%%
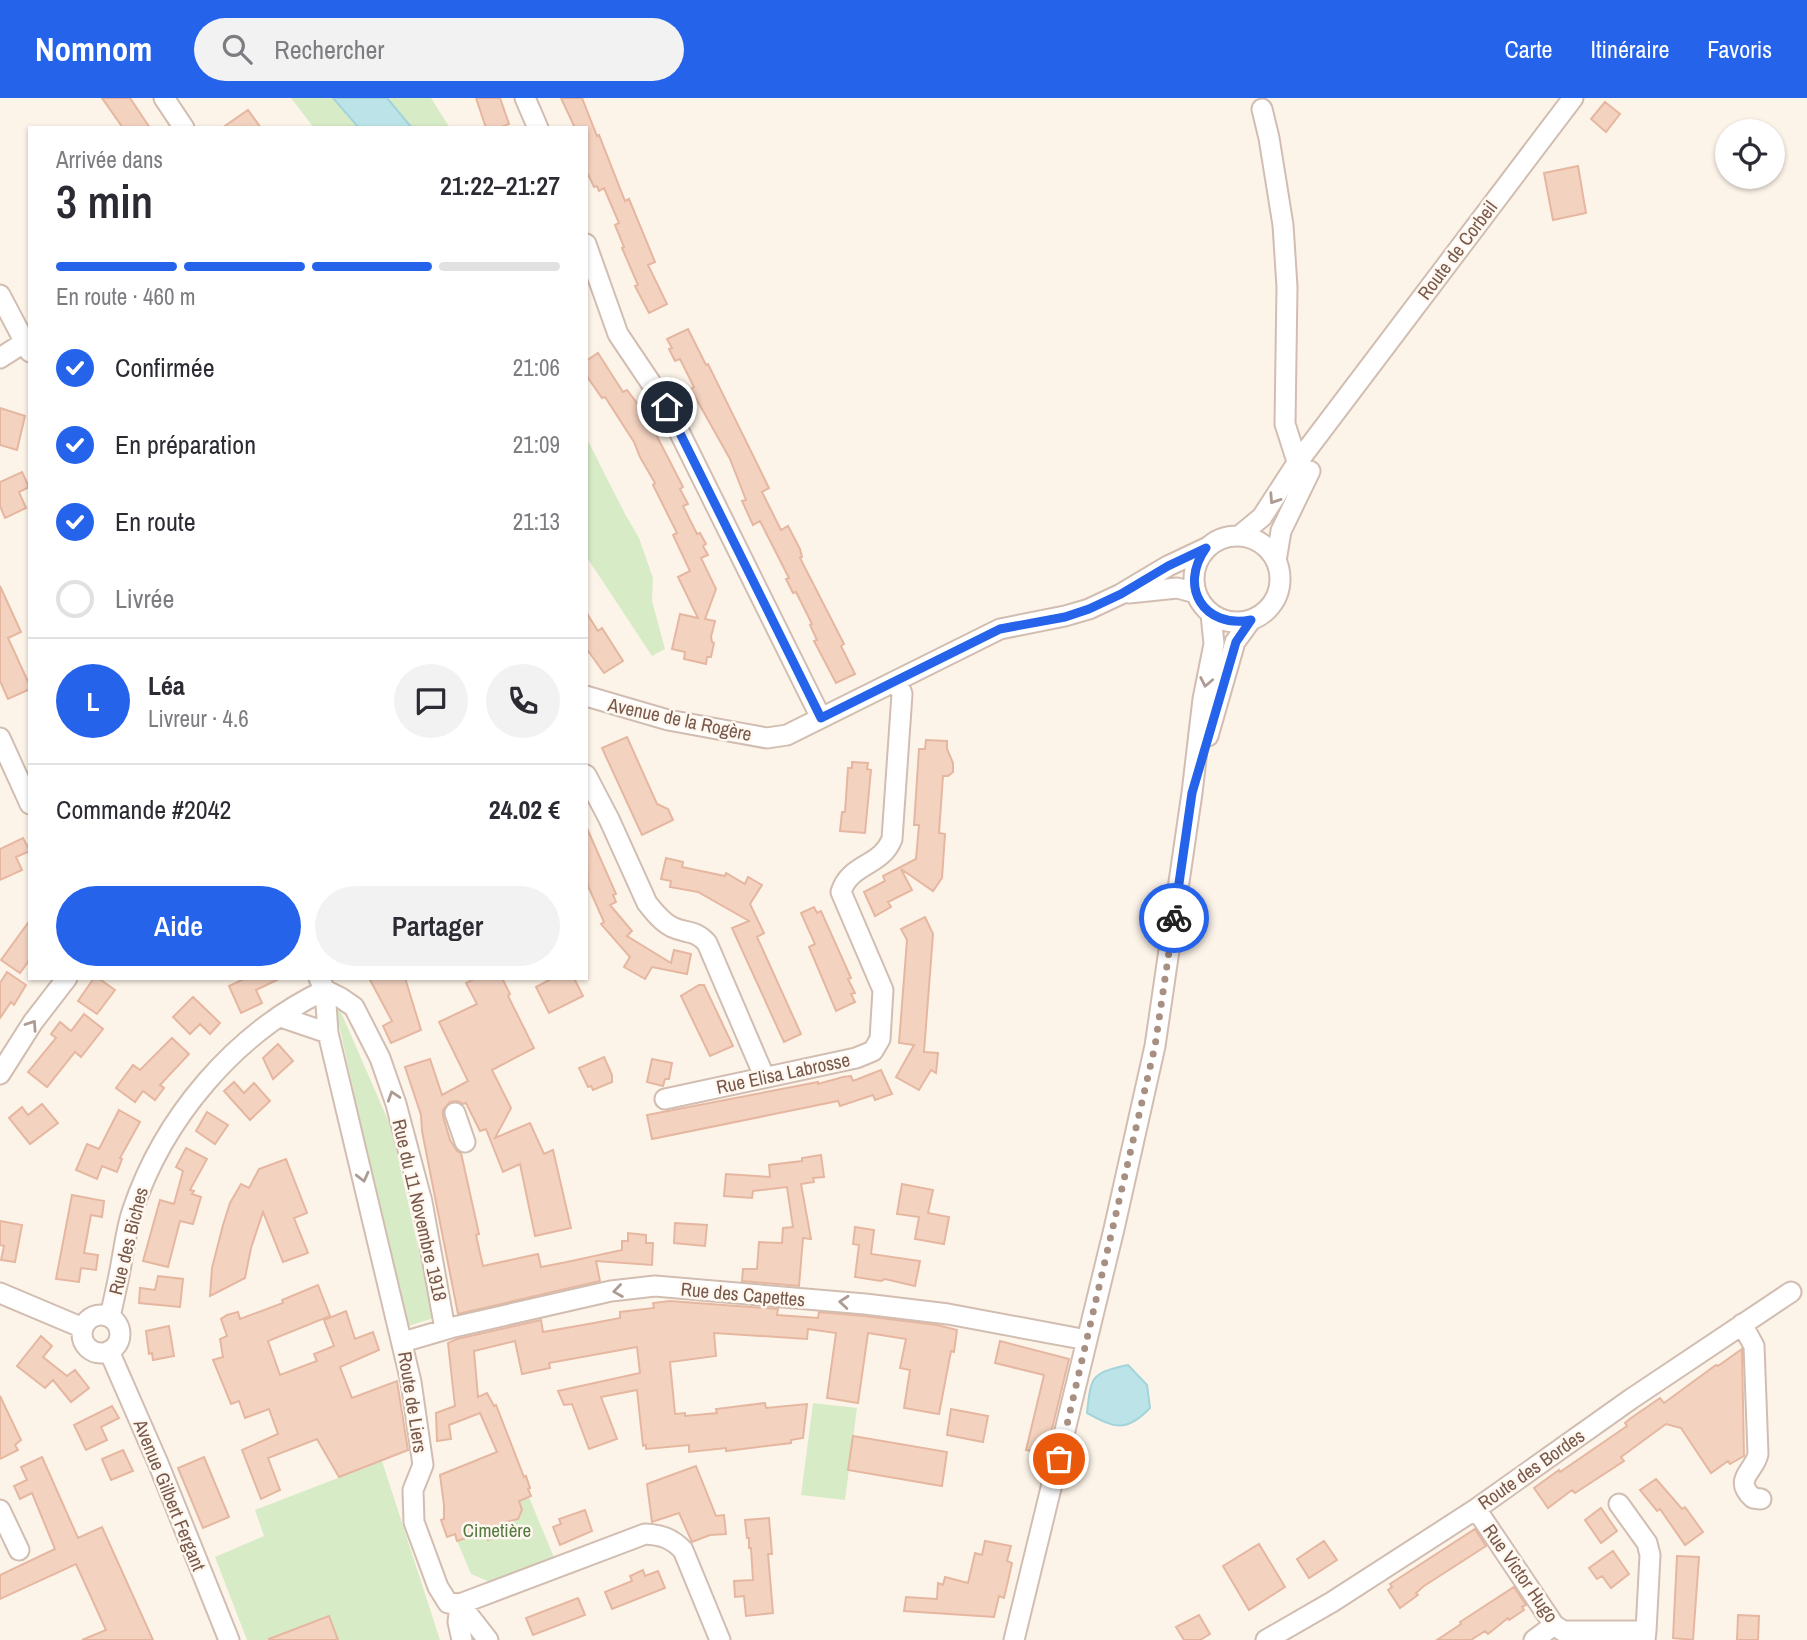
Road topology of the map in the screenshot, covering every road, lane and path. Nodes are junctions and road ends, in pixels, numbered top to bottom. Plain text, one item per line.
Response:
1 (164, 98) edge
2 (525, 98) edge
3 (1573, 98) edge
4 (1262, 109) dead end
5 (183, 126) edge
6 (537, 126) edge
7 (588, 250) edge
8 (0, 295) edge
9 (28, 347) edge
10 (28, 349) edge
11 (0, 358) edge
12 (1342, 404) junction
13 (1297, 463) junction
14 (1304, 483) junction
15 (1239, 536) junction
16 (1206, 548) junction
17 (1276, 561) junction
18 (1196, 593) junction
19 (1121, 594) junction
20 (1211, 614) junction
21 (1251, 620) junction
22 (897, 681) junction
23 (588, 697) edge
24 (821, 718) junction
25 (0, 738) edge
26 (0, 767) edge
27 (19, 779) junction
28 (588, 779) edge
29 (1192, 793) junction
30 (28, 799) edge
31 (65, 980) edge
32 (322, 984) edge
33 (281, 1017) junction
34 (328, 1033) junction
35 (0, 1074) edge
36 (764, 1076) junction
37 (665, 1099) dead end
38 (455, 1114) dead end
39 (465, 1142) dead end
40 (1791, 1292) dead end
41 (0, 1293) edge
42 (110, 1317) junction
43 (1742, 1324) junction
44 (83, 1328) junction
45 (445, 1329) junction
46 (1087, 1340) junction
47 (403, 1342) junction
48 (109, 1350) junction
49 (1761, 1499) dead end
50 (1619, 1504) dead end
51 (1476, 1509) junction
52 (0, 1510) edge
53 (19, 1550) dead end
54 (460, 1604) junction
55 (1555, 1625) junction
56 (1646, 1636) edge
57 (229, 1640) edge
58 (462, 1640) edge
59 (488, 1640) edge
60 (720, 1640) edge
61 (1014, 1640) edge
62 (1266, 1640) edge
63 (1534, 1640) edge

1 - 5 street
2 - 6 street
3 - 12 street, Route de Corbeil
4 - 13 street
7 - 24 street
8 - 9 street
10 - 11 street
12 - 13 street, Route de Corbeil
12 - 14 street, Route de Corbeil
13 - 14 street
13 -> 15 street, Route de Corbeil
14 - 17 street, Route de Corbeil
15 - 16 street
15 - 17 street
16 - 18 street
16 - 19 street, Avenue de la Rogère
17 - 21 street
18 - 19 street, Avenue de la Rogère
18 - 20 street
19 - 22 street, Avenue de la Rogère
20 - 21 street
20 -> 29 street
21 - 29 street
22 - 24 street, Avenue de la Rogère
22 - 36 street, Rue Elisa Labrosse
23 - 24 street, Avenue de la Rogère
25 - 27 street
26 - 27 street
27 - 30 street
28 - 36 street
29 - 46 street
35 -> 31 street
32 - 33 street, Rue des Biches
32 - 34 street, Route de Liers
45 -> 32 street, Rue du 11 Novembre 1918
33 - 34 street
33 - 42 street, Rue des Biches
34 -> 47 street, Route de Liers
36 - 37 street, Rue Elisa Labrosse
38 - 39 street
40 - 43 street, Route des Bordes
41 - 44 street
42 - 44 street
42 - 48 street
43 - 49 street
43 - 51 street, Route des Bordes
44 - 48 street
46 -> 45 street, Rue des Capettes
45 - 47 street, Rue des Capettes
46 - 61 street
47 - 54 street, Route de Liers
48 - 57 street, Avenue Gilbert Fergant
50 - 56 street
51 - 55 street, Rue Victor Hugo
51 - 62 street, Route des Bordes
52 - 53 street
54 - 58 street
54 - 59 street
54 - 60 street
55 - 56 street, Rue Victor Hugo
55 - 63 street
%%
Task requirements:
Take from the listing above each line in which the string "dead" is found.

Answer to this problem:
4 (1262, 109) dead end
37 (665, 1099) dead end
38 (455, 1114) dead end
39 (465, 1142) dead end
40 (1791, 1292) dead end
49 (1761, 1499) dead end
50 (1619, 1504) dead end
53 (19, 1550) dead end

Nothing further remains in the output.